Übelkeit gehört zu den am weitesten verbreiteten Schwangerschaftsproblemen. Schuld daran ist vermutlich eine zu hohe Konzentration des Schwangerschaftshormons HCG im Blut. Der aus dem Gleichgewicht geratene Hormonhaushalt beeinflusst auch Ihren Geschmacks- und Geruchssinn: Speisen, die Sie vor Ihrer Schwangerschaft gerne verzehrt haben, lösen nunmehr Übelkeit und Brechreiz aus. Um diese Beschwerden zu lindern, sollten Sie nur kleine Portionen Essen über den Tag verteilt zu sich nehmen. Dadurch entlasten Sie Ihren Magen. Tägliche kurze Wechselduschen am Morgen tragen dazu bei, den Kreislauf zu stabilisieren.


Sodbrennen

Als Sodbrennen bezeichnet der Mediziner das stechende brennende Gefühl hinter dem Brustbein, das oft Folge von aufsteigender Magensäure ist. Bei Schwangeren kommt es dadurch zustande, dass der Schließmuskel des Magens hormonbedingt nicht richtig funktioniert. Darüber hinaus schiebt die größer werdende Gebärmutter den Magen nach oben. Leiden Sie an Sodbrennen, achten Sie bitte auf eine fettarme und nur wenig gewürzte Kost. Nehmen Sie täglich mehrere kleinere Mahlzeiten zu sich, um Ihren Magen nicht zu überlasten und die Bildung von Magensaft zu verringern. Essen Sie spätestens drei Stunden vor dem Zubettgehen zu Abend und lagern Sie Ihren Oberkörper mit einem weiteren Kissen höher.


Rückenschmerzen

Rückenschmerzen treten bei Schwangeren sehr häufig auf. Vor allem in den Wochen vor der Geburt wird der untere Rücken besonders belastet. Daher sollten Sie grundsätzlich auf der Seite schlafen. Haben Sie eine sitzende Tätigkeit, ist ein ergonomischer Stuhl hilfreich. Außerdem können Rückenschwimmen und Schwangerschaftsgymnastik dazu beitragen, Muskelverhärtungen zu lockern. Bewährte Lösungen sind außerdem Schwangerschaftsyoga und Akupunktur.


Schlaflosigkeit

Wälzen Sie sich nachts schlaflos von einer Seite auf die andere, kann das an Ihrem wachsenden Babybauch liegen oder daran, dass sich Ihr Kleines gerade in Ihrem Bauch bewegt. Für schnelleres Einschlafen und eine entspannte Nachtruhe sorgen ein zwischen die Knie gelegtes Kissen und bestimmte Entspannungsübungen, die Sie aus Ihrem Geburtsvorbereitungskurs kennen.

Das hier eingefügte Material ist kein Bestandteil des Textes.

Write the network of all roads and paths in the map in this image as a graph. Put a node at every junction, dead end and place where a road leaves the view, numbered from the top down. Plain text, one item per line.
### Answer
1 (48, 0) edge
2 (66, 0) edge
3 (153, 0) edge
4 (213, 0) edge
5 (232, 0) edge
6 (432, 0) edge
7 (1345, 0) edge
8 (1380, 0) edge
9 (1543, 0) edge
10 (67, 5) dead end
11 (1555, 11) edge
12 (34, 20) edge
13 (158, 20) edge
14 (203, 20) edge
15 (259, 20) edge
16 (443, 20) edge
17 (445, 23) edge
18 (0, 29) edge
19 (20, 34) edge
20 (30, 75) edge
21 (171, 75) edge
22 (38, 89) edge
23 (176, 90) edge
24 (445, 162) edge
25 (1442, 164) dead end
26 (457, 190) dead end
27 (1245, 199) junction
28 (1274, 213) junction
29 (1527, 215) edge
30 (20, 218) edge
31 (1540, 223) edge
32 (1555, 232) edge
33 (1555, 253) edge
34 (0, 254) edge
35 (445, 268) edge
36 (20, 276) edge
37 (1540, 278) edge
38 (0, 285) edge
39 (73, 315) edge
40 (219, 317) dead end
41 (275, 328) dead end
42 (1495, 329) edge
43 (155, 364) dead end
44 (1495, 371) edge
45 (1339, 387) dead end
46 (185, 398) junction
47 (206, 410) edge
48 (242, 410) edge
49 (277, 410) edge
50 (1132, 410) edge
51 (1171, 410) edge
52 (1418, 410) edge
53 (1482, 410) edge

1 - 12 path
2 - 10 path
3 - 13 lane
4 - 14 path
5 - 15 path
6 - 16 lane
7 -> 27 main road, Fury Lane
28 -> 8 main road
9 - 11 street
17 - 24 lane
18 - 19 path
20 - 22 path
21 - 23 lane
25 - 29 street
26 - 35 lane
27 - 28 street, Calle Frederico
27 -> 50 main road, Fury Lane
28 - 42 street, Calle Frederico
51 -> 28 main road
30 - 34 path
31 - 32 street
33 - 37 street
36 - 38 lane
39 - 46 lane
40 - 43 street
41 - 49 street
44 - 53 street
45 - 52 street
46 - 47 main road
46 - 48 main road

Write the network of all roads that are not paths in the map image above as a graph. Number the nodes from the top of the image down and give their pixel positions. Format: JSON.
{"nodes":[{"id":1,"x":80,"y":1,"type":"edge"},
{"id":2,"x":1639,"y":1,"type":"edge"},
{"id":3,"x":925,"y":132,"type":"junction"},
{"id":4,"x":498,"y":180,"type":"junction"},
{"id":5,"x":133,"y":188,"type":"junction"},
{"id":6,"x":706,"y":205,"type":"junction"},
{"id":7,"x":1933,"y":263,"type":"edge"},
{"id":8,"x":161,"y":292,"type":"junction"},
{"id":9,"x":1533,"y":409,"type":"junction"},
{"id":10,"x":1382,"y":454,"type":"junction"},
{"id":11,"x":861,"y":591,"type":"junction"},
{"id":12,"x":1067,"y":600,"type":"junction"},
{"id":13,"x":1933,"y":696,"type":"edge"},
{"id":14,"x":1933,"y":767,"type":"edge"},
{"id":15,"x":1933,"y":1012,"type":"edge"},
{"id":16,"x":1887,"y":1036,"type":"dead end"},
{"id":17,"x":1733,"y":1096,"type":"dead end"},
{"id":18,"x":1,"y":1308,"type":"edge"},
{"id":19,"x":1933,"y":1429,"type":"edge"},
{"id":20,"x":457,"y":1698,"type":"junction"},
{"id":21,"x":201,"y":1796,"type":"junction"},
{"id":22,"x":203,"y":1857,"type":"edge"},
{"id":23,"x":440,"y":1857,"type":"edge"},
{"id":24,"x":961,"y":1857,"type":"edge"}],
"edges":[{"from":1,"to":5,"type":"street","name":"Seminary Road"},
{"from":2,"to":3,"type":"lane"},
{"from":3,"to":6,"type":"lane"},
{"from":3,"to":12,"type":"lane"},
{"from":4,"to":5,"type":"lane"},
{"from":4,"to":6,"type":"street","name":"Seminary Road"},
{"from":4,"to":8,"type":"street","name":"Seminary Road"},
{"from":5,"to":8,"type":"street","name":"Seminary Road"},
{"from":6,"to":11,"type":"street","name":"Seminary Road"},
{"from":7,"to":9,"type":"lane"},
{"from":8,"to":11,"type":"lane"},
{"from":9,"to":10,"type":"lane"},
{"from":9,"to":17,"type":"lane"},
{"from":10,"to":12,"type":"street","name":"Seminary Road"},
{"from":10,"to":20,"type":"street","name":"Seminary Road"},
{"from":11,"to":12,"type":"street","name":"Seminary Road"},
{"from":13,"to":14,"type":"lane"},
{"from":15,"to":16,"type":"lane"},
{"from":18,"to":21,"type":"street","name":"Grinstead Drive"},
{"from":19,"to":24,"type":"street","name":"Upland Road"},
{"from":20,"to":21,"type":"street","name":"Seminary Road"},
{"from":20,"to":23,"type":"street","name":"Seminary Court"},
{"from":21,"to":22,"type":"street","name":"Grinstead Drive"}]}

Warme Milch und ein abendlicher Spaziergang machen müde. Ein warmes Fußbad vor dem Schlafengehen wirkt ebenfalls schlaffördernd.


Kurzatmigkeit

Kurzatmigkeit und Herzrasen sind Folge der hormonellen Umstellung und der erhöhten Blutmenge. Leiden Sie während Ihrer Schwangerschaft unter Kurzatmigkeit, sollten Sie schweres Tragen vermeiden und beim Laufen von Zeit zu Zeit eine Verschnaufpause einlegen.


Beinschwellungen

Wasseransammlungen in den Beinen (Ödeme) sind ebenfalls typische Schwangerschaftsprobleme. Die angeschwollenen Beine und Füße sind zwar unangenehm, aber harmlos, wenn Nierenfunktion und Blutdruck normale Werte haben und Sie nicht stark übergewichtig sind. Um die Schwellungen abklingen zu lassen, sollten Sie

  • Ihre Beine öfter hoch lagern
  • nur weites flaches Schuhwerk tragen
  • Fußbäder mit kaltem Wasser machen

 

Krampfadern

Schwangere leiden oft an Krampfadern, weil sich ihre Beinvenen hormonbedingt erweitern und das Blut so nicht mehr im erforderlichen Umfang zum Herzen zurückströmt. Um Ihre venösen Beschwerden zu lindern, sollten Sie möglichst wenig stehen. Lagern Sie außerdem Ihre Füße im Bett höher als den Oberkörper, damit das Blut besser aus den Beinen abfließen kann.


Wadenkrämpfe

Wadenkrämpfe sind meist Folge einer Unterversorgung mit Magnesium. Schnelle Entspannung bringen Hin- und Hergehen und Dehnen der Beine. Grünes Gemüse, Vollkornbrot und Mineralwässer mit einem Magnesiumgehalt von mindestens 100 mg/l gleichen Ihren Magnesiummangel wieder aus.


Verstopfung

Verstopfung kommt bei Schwangeren recht häufig vor, weil die Gebärmutter den Darmausgang belastet und die hormonelle Umstellung die Darmbewegungen verlangsamt. Um Ihre Darmträgheit zu beseitigen, nehmen Sie bitte nur ballaststoffreiche Lebensmittel zu sich. Dazu gehören Gemüse, Müsli und Vollkornerzeugnisse. Trinken Sie viel und bewegen Sie sich regelmäßig. Für guten Stuhlgang sorgen auch in Joghurt eingerührte Weizenkeime.


Häufiger Harndrang

Der übermäßige Harndrang zeigt sich schon in den ersten Schwangerschaftswochen. Die häufigen Toilettengänge sind Folge des erhöhten Progesteronspiegels. Das Hormon entspannt die Blasenmuskulatur und regt die Nieren zur übermäßigen Bildung von Urin an. Daher achten Sie bitte auf eine ausreichende Flüssigkeitszufuhr. Für eine ungestörte Nachtruhe nehmen Sie die letzte größere Trinkmenge am späten Nachmittag zu sich. Mit Beckenbodenübungen aus dem Geburtsvorbereitungskurs können Sie gezielt Blasenschwäche vorbeugen.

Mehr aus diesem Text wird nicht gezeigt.